世界には車検がない国があります。当然、自動車が普及していなければ車検という制度も必要ないのですが、急激に自動車の普及率が向上する一方、法制度が追いついていないマレーシアなどの東南アジア諸国や、アメリカの一部の州などのように、車検制度がいまだに取り入れられていない国や地域が見受けられます。

玉名市 軽自動車の廃車・名義変更について

その一方で、先進国と呼ばれるほとんどの国では、車検制度に類する法制度が導入されています。ですからアメリカ、EU、韓国、中国、インドなど、およそ自動車の普及が著しい国々においては、やはり何らかの形で車検制度が導入されているという実体が見て取れるのです。しかしその中でも、たとえばインドを例に取ると、商用車にのみ車検制度が導入されており、普通乗用車には登録義務のみが存在し、その登録が一旦切れてしまう15年後に再度登録しなおすことで、その後も乗り続けることが出来るといった特殊な事例もあり、全てが日本式の車検制度と同一であるとは言えないのが実状です。

バイク、小型特殊自動車等の登録、廃車|葛飾区

つまり良く言われる話であるところの「車検、すなわち自動車検査登録制度があるのは、世界中見回しても日本だけだ」というのは、実はある意味正解で、別の意味では不正解ということになります。なぜなら自動車検査登録制度は導入している国ごとさまざま形式があり、どれひとつとして完全に同じものなどないからです。よって「車検制度は国ごと独自のものであり、日本のそれも当然、日本独特の法制度である」というのが妥当な見解といえるのではないでしょうか。

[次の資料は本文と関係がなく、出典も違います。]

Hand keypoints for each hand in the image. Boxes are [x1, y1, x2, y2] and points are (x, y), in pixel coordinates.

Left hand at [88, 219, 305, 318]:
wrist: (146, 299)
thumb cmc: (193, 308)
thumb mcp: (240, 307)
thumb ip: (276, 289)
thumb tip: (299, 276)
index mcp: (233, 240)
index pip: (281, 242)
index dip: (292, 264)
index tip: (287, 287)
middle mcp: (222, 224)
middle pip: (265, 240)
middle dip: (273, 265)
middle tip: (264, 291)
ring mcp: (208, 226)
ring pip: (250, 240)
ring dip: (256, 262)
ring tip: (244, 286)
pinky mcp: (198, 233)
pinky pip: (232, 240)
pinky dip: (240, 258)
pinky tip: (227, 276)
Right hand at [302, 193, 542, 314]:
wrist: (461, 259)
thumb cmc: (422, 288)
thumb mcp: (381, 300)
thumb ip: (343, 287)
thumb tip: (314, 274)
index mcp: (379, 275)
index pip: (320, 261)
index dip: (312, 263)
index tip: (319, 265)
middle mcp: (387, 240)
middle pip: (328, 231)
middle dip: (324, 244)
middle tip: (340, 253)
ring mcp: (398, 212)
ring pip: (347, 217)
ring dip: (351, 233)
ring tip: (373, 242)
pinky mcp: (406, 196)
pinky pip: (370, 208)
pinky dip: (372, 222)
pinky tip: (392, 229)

このような車検に関する国ごとの相違点には、多くの場合その国ごとの文化や国民性が関与していると言われます。例えば欧米の各国では、車両の安全確保(予防保全)は自己責任であり、整備不良が原因で引き起こされた車両事故に関しては、その整備義務者に対して非常に厳しい罰則があるという話はよく聞きます。日本において事故の責任が問われるのは、どちらかというと事故によって起こされた被害(結果)に対してであり、その事故を引き起こした整備不良(原因)に対するものではないというのが、一般的な認識ではないでしょうか。

しかし日本においても、自分の車両を安全な状態に保つことは所有者の義務です。つまり一部で曲解されている「車検を通過した自動車は安全が担保されている」という認識は誤りということです。自動車の点検整備義務という意義においては、程度の差こそあれ日本も海外も同じなのです。